China’s exports and import growth eased in October in a sign the world’s second-largest economy is starting to cool after a strong first half, with momentum seen slackening further as Beijing’s crackdown on pollution hits factory output.
The trade data also showed China’s goods surplus with the United States, historically a sore spot in relations between the two nations, narrowed last month as investors awaited U.S. President Donald Trump’s arrival in Beijing later in the day.
Trade and North Korea are expected to feature prominently in discussions between Trump and President Xi Jinping, who is driving broad economic reforms by opening up China’s capital markets, targeting corruption and reducing high levels of debt in an effort to foster sustainable growth.
“Continued solid exports to the U.S. may add to U.S.-China trade tensions,” Louis Kuijs, head of Asia Economics at Oxford Economics in Hong Kong, wrote after the data was released.
October exports rose 6.9 percent from a year earlier in dollar terms, slightly lagging analysts’ forecast of a 7.2 percent increase, compared to 8.1 percent growth in September, official data showed on Wednesday.
Imports grew 17.2 percent year-on-year in October, beating forecast of 16.0 percent growth but slightly slower than the 18.7 percent rise in September.
Taken together, analysts say, the numbers reinforced recent signs of a cooling in economic momentum as the war on smog and tighter rules to reduce China’s years-long addiction to debt drags on overall activity.
Trump’s visit and the potential for further trade tension come as China also faces a long-term challenge to rebalance its economy from a reliance on investment and exports toward domestic consumption.
Trump has railed against China’s massive trade surplus with the U.S., criticizing Beijing for not playing by the rules.
The latest data showed shipments to the United States rose 8.3 percent on-year in October, while imports increased 4.3 percent. That resulted in $26.62 billion trade surplus with the U.S. last month, based on Reuters calculations of official data, down from a record $28.08 billion in September.
But the surplus was still above recent trends and could keep trade tensions high, analysts say.

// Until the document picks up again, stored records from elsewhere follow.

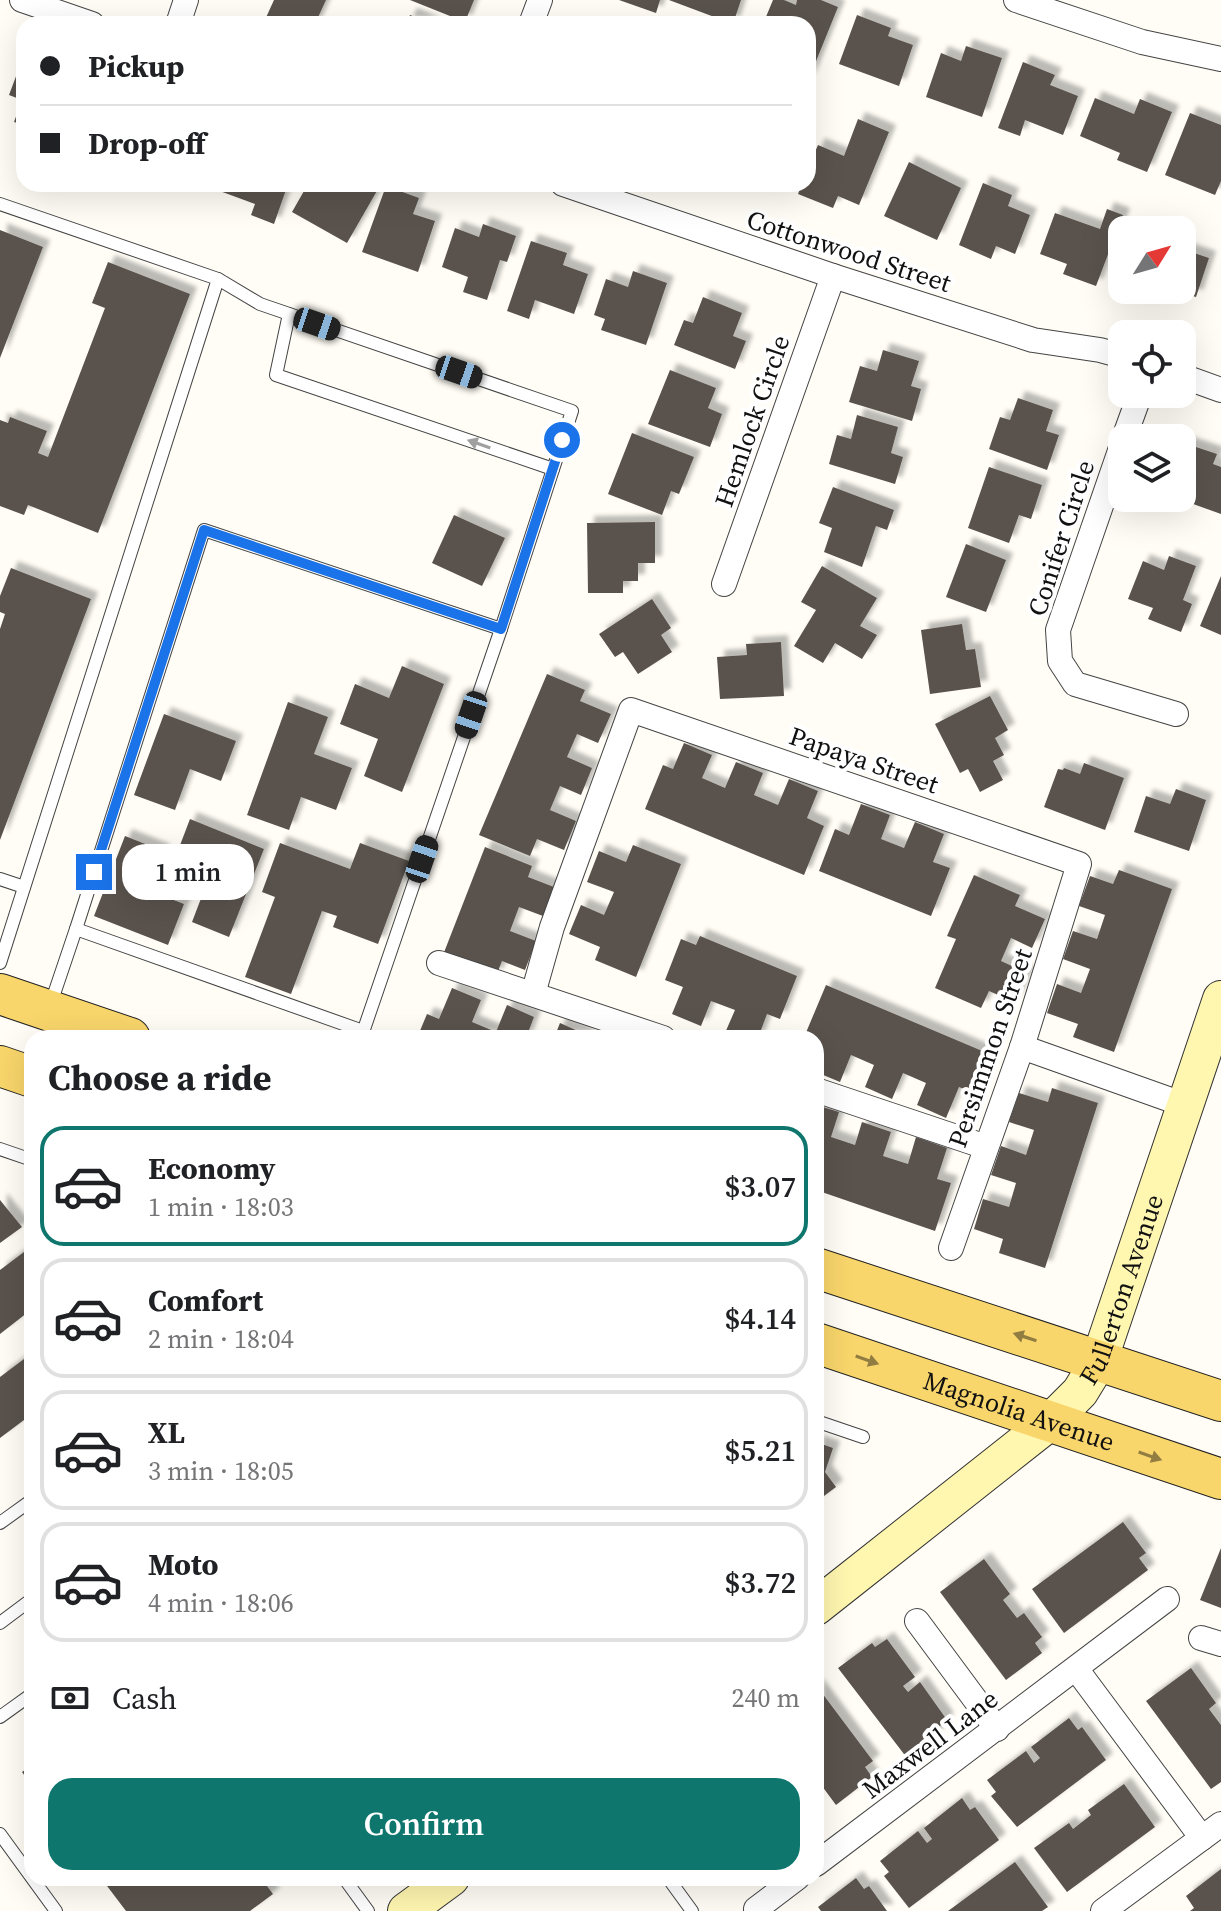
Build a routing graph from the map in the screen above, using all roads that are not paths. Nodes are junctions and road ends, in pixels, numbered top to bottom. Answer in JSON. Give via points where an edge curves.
{"nodes":[{"id":1,"x":22,"y":0,"type":"edge"},
{"id":2,"x":1016,"y":0,"type":"edge"},
{"id":3,"x":69,"y":16,"type":"edge"},
{"id":4,"x":1219,"y":52,"type":"edge"},
{"id":5,"x":586,"y":192,"type":"edge"},
{"id":6,"x":0,"y":204,"type":"edge"},
{"id":7,"x":833,"y":276,"type":"junction"},
{"id":8,"x":218,"y":279,"type":"junction"},
{"id":9,"x":289,"y":314,"type":"junction"},
{"id":10,"x":1108,"y":352,"type":"edge"},
{"id":11,"x":1196,"y":381,"type":"edge"},
{"id":12,"x":1221,"y":390,"type":"edge"},
{"id":13,"x":553,"y":469,"type":"junction"},
{"id":14,"x":1108,"y":485,"type":"edge"},
{"id":15,"x":724,"y":584,"type":"dead end"},
{"id":16,"x":501,"y":629,"type":"junction"},
{"id":17,"x":1176,"y":714,"type":"dead end"},
{"id":18,"x":1079,"y":864,"type":"joint"},
{"id":19,"x":0,"y":879,"type":"edge"},
{"id":20,"x":24,"y":887,"type":"junction"},
{"id":21,"x":76,"y":929,"type":"junction"},
{"id":22,"x":0,"y":963,"type":"edge"},
{"id":23,"x":439,"y":963,"type":"dead end"},
{"id":24,"x":0,"y":994,"type":"edge"},
{"id":25,"x":533,"y":994,"type":"junction"},
{"id":26,"x":1221,"y":999,"type":"edge"},
{"id":27,"x":49,"y":1010,"type":"junction"},
{"id":28,"x":107,"y":1030,"type":"edge"},
{"id":29,"x":351,"y":1030,"type":"edge"},
{"id":30,"x":363,"y":1030,"type":"edge"},
{"id":31,"x":639,"y":1030,"type":"edge"},
{"id":32,"x":1022,"y":1047,"type":"junction"},
{"id":33,"x":0,"y":1066,"type":"edge"},
{"id":34,"x":24,"y":1074,"type":"edge"},
{"id":35,"x":824,"y":1093,"type":"edge"},
{"id":36,"x":1185,"y":1105,"type":"junction"},
{"id":37,"x":986,"y":1147,"type":"junction"},
{"id":38,"x":0,"y":1149,"type":"edge"},
{"id":39,"x":24,"y":1157,"type":"edge"},
{"id":40,"x":951,"y":1248,"type":"dead end"},
{"id":41,"x":824,"y":1271,"type":"edge"},
{"id":42,"x":824,"y":1346,"type":"edge"},
{"id":43,"x":1099,"y":1361,"type":"junction"},
{"id":44,"x":1221,"y":1401,"type":"edge"},
{"id":45,"x":1050,"y":1422,"type":"junction"},
{"id":46,"x":824,"y":1424,"type":"edge"},
{"id":47,"x":863,"y":1437,"type":"dead end"},
{"id":48,"x":1221,"y":1479,"type":"edge"},
{"id":49,"x":24,"y":1506,"type":"edge"},
{"id":50,"x":0,"y":1523,"type":"edge"},
{"id":51,"x":1167,"y":1599,"type":"dead end"},
{"id":52,"x":824,"y":1601,"type":"edge"},
{"id":53,"x":24,"y":1605,"type":"edge"},
{"id":54,"x":917,"y":1621,"type":"dead end"},
{"id":55,"x":0,"y":1623,"type":"edge"},
{"id":56,"x":1077,"y":1670,"type":"junction"},
{"id":57,"x":24,"y":1700,"type":"edge"},
{"id":58,"x":0,"y":1717,"type":"edge"},
{"id":59,"x":997,"y":1729,"type":"junction"},
{"id":60,"x":1212,"y":1831,"type":"edge"},
{"id":61,"x":0,"y":1834,"type":"edge"},
{"id":62,"x":824,"y":1849,"type":"edge"},
{"id":63,"x":24,"y":1867,"type":"edge"},
{"id":64,"x":38,"y":1886,"type":"edge"},
{"id":65,"x":350,"y":1886,"type":"edge"},
{"id":66,"x":439,"y":1886,"type":"edge"},
{"id":67,"x":674,"y":1886,"type":"edge"},
{"id":68,"x":786,"y":1886,"type":"edge"},
{"id":69,"x":1132,"y":1903,"type":"edge"},
{"id":70,"x":756,"y":1909,"type":"dead end"},
{"id":71,"x":56,"y":1911,"type":"edge"},
{"id":72,"x":368,"y":1911,"type":"edge"},
{"id":73,"x":406,"y":1911,"type":"edge"},
{"id":74,"x":692,"y":1911,"type":"edge"},
{"id":75,"x":1103,"y":1911,"type":"edge"}],
"edges":[{"from":1,"to":3,"type":"street"},
{"from":2,"to":4,"type":"street","via":[[1142,42]]},
{"from":5,"to":7,"type":"street","name":"Cottonwood Street"},
{"from":6,"to":8,"type":"lane"},
{"from":7,"to":10,"type":"street","name":"Cottonwood Street","via":[[1033,340]]},
{"from":7,"to":15,"type":"street","name":"Hemlock Circle"},
{"from":8,"to":9,"type":"lane"},
{"from":8,"to":20,"type":"lane"},
{"from":13,"to":9,"type":"lane","one_way":true,"via":[[276,375]]},
{"from":9,"to":13,"type":"lane","via":[[572,411]]},
{"from":11,"to":12,"type":"street"},
{"from":13,"to":16,"type":"lane"},
{"from":14,"to":17,"type":"street","name":"Conifer Circle","via":[[1058,630],[1060,661],[1075,684]]},
{"from":16,"to":21,"type":"lane","via":[[204,530]]},
{"from":16,"to":30,"type":"lane"},
{"from":18,"to":25,"type":"street","name":"Papaya Street","via":[[631,710]]},
{"from":18,"to":32,"type":"street","name":"Persimmon Street"},
{"from":19,"to":20,"type":"lane"},
{"from":20,"to":22,"type":"lane"},
{"from":21,"to":27,"type":"lane"},
{"from":21,"to":29,"type":"lane"},
{"from":23,"to":25,"type":"street"},
{"from":24,"to":27,"type":"main road"},
{"from":25,"to":31,"type":"street"},
{"from":26,"to":36,"type":"main road","name":"Fullerton Avenue"},
{"from":27,"to":28,"type":"main road"},
{"from":32,"to":36,"type":"street"},
{"from":32,"to":37,"type":"street","name":"Persimmon Street"},
{"from":33,"to":34,"type":"main road"},
{"from":35,"to":37,"type":"street"},
{"from":36,"to":43,"type":"main road","name":"Fullerton Avenue"},
{"from":37,"to":40,"type":"street","name":"Persimmon Street"},
{"from":38,"to":39,"type":"lane"},
{"from":43,"to":41,"type":"main road","one_way":true},
{"from":42,"to":45,"type":"main road","name":"Magnolia Avenue","one_way":true},
{"from":43,"to":44,"type":"main road"},
{"from":43,"to":45,"type":"main road","name":"Fullerton Avenue","via":[[1080,1392]]},
{"from":45,"to":48,"type":"main road","name":"Magnolia Avenue","one_way":true},
{"from":45,"to":52,"type":"main road","name":"Fullerton Avenue"},
{"from":46,"to":47,"type":"lane"},
{"from":49,"to":50,"type":"lane"},
{"from":51,"to":56,"type":"street","name":"Maxwell Lane"},
{"from":53,"to":55,"type":"lane"},
{"from":54,"to":59,"type":"street"},
{"from":56,"to":59,"type":"street","name":"Maxwell Lane"},
{"from":56,"to":60,"type":"street"},
{"from":57,"to":58,"type":"lane"},
{"from":59,"to":62,"type":"street","name":"Maxwell Lane"},
{"from":60,"to":69,"type":"street"},
{"from":61,"to":63,"type":"lane"},
{"from":64,"to":71,"type":"lane"},
{"from":65,"to":72,"type":"lane"},
{"from":66,"to":73,"type":"main road"},
{"from":67,"to":74,"type":"lane"},
{"from":68,"to":70,"type":"street"},
{"from":69,"to":75,"type":"street"}]}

After Trump returns from Asia, “the U.S. administration will remain eager to show results of some kind on the trade deficit. This could include more protectionist measures against Chinese exports,” said Kuijs, who estimates China’s surplus with the U.S. will rise to $370 billion this year from $347 billion in 2016.
INDUSTRIAL COMMODITIES HIT
The nation’s overall trade surplus for October was $39.17 billion, according to a Reuters calculation of data from the Administration of Customs.

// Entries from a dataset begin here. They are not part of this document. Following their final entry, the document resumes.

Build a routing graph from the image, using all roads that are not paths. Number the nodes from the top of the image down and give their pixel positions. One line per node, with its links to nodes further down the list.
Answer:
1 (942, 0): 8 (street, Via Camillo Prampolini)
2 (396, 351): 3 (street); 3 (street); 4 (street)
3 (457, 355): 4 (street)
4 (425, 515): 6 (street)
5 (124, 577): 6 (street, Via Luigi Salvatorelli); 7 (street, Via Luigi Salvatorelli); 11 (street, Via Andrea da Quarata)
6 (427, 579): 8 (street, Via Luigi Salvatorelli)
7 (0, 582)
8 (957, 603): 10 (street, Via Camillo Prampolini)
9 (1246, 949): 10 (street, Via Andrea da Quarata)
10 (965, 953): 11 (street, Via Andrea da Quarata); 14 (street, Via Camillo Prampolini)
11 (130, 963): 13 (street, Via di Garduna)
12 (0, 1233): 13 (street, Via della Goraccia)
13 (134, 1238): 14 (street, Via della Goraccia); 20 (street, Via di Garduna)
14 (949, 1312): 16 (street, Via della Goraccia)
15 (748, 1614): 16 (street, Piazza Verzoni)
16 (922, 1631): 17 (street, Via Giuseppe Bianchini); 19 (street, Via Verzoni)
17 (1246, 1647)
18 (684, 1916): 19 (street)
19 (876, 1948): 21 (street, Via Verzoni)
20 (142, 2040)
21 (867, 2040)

Expectations centered on a surplus of $39.5 billion versus September’s $28.61 billion.
China’s economy has recorded better-than-expected growth of nearly 6.9 percent through the first nine months of this year, thanks to strong government infrastructure spending, a resilient property market and unexpected strength in exports.
But momentum has started to fade and analysts say the weaker trade partly reflect moderating external demand.

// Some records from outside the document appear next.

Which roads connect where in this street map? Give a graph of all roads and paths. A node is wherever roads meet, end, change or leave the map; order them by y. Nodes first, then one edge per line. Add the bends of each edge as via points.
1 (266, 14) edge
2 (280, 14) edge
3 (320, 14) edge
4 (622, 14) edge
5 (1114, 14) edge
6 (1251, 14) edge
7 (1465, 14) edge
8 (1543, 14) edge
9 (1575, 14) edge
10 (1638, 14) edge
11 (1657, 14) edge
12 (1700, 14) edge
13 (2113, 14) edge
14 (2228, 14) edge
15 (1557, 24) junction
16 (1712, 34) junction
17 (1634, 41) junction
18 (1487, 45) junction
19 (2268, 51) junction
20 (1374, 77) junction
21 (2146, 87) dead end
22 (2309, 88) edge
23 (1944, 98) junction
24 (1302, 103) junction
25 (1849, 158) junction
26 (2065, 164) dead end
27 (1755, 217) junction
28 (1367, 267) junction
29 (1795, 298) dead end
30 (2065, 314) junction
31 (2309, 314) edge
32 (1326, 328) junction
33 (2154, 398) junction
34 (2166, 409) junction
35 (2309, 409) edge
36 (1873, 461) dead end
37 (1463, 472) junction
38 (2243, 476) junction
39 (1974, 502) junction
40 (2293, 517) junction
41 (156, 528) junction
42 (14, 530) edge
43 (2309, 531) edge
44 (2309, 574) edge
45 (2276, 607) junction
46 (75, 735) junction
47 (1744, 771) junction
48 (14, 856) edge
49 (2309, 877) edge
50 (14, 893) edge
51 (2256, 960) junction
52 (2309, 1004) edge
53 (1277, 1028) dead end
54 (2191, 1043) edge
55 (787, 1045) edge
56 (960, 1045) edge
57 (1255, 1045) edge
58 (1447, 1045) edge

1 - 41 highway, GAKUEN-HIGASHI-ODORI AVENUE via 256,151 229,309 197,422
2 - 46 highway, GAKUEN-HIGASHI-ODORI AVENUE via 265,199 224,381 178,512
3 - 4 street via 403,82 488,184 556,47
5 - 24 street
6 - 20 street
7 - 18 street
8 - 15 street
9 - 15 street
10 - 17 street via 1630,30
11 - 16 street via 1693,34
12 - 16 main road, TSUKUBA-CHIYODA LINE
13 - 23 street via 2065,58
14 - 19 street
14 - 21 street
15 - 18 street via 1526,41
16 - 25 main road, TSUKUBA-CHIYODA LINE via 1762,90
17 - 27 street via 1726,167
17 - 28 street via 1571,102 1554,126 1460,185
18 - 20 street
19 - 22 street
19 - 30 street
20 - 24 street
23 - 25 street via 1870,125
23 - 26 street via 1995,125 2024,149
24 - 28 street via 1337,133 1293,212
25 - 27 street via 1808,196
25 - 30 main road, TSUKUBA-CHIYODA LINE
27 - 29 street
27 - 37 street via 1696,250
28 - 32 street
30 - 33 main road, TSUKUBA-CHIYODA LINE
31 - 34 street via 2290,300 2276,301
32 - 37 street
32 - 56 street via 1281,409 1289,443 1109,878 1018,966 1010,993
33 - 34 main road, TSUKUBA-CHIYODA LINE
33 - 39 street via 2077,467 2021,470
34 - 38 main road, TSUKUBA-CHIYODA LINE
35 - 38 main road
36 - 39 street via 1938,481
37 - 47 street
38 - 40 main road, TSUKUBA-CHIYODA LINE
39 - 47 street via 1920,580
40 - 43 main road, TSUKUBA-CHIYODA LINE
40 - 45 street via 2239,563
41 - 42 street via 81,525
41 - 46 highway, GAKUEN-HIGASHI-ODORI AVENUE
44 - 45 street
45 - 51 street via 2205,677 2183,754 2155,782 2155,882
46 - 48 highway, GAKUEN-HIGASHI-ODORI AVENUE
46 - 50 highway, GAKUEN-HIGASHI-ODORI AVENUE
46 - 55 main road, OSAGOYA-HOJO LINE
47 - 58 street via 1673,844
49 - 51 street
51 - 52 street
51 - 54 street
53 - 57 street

The data comes amid expectations of a renewed effort by policy makers to reduce debt risks and tighten rules to bring polluting factories to heel. The numbers mirror cooling growth in China’s manufacturing sector, pointing to slackening demand at home and abroad.
China’s iron ore imports fell nearly 23 percent in October from record levels the previous month, with steel mills cutting output as part of a government drive against pollution.
Steel exports fell 3 percent on-month to 4.98 million tonnes last month, hitting their lowest since February, 2014, data showed.
The data could have been impacted by a longer holiday in October this year, which resulted in fewer working days, though the overall trend is of cooling foreign trade.
“The big picture is that both outbound and inbound shipments have softened recently, a trend that continued last month,” Capital Economics China economist Julian Evans-Pritchard wrote in a note.
“We suspect that this reflects a slight easing of growth in other emerging markets along with weaker domestic demand as a result of slower infrastructure spending.”
At the recently-concluded Communist Party Congress Xi emphasized quality over speed in fostering sustainable growth, while reinforcing a pledge to win the war on pollution and clamp down on riskier types of lending.
Even with some loss of momentum in the fourth quarter, the country’s economic growth is still expected to easily meet or beat the government’s full-year target of around 6.5 percent.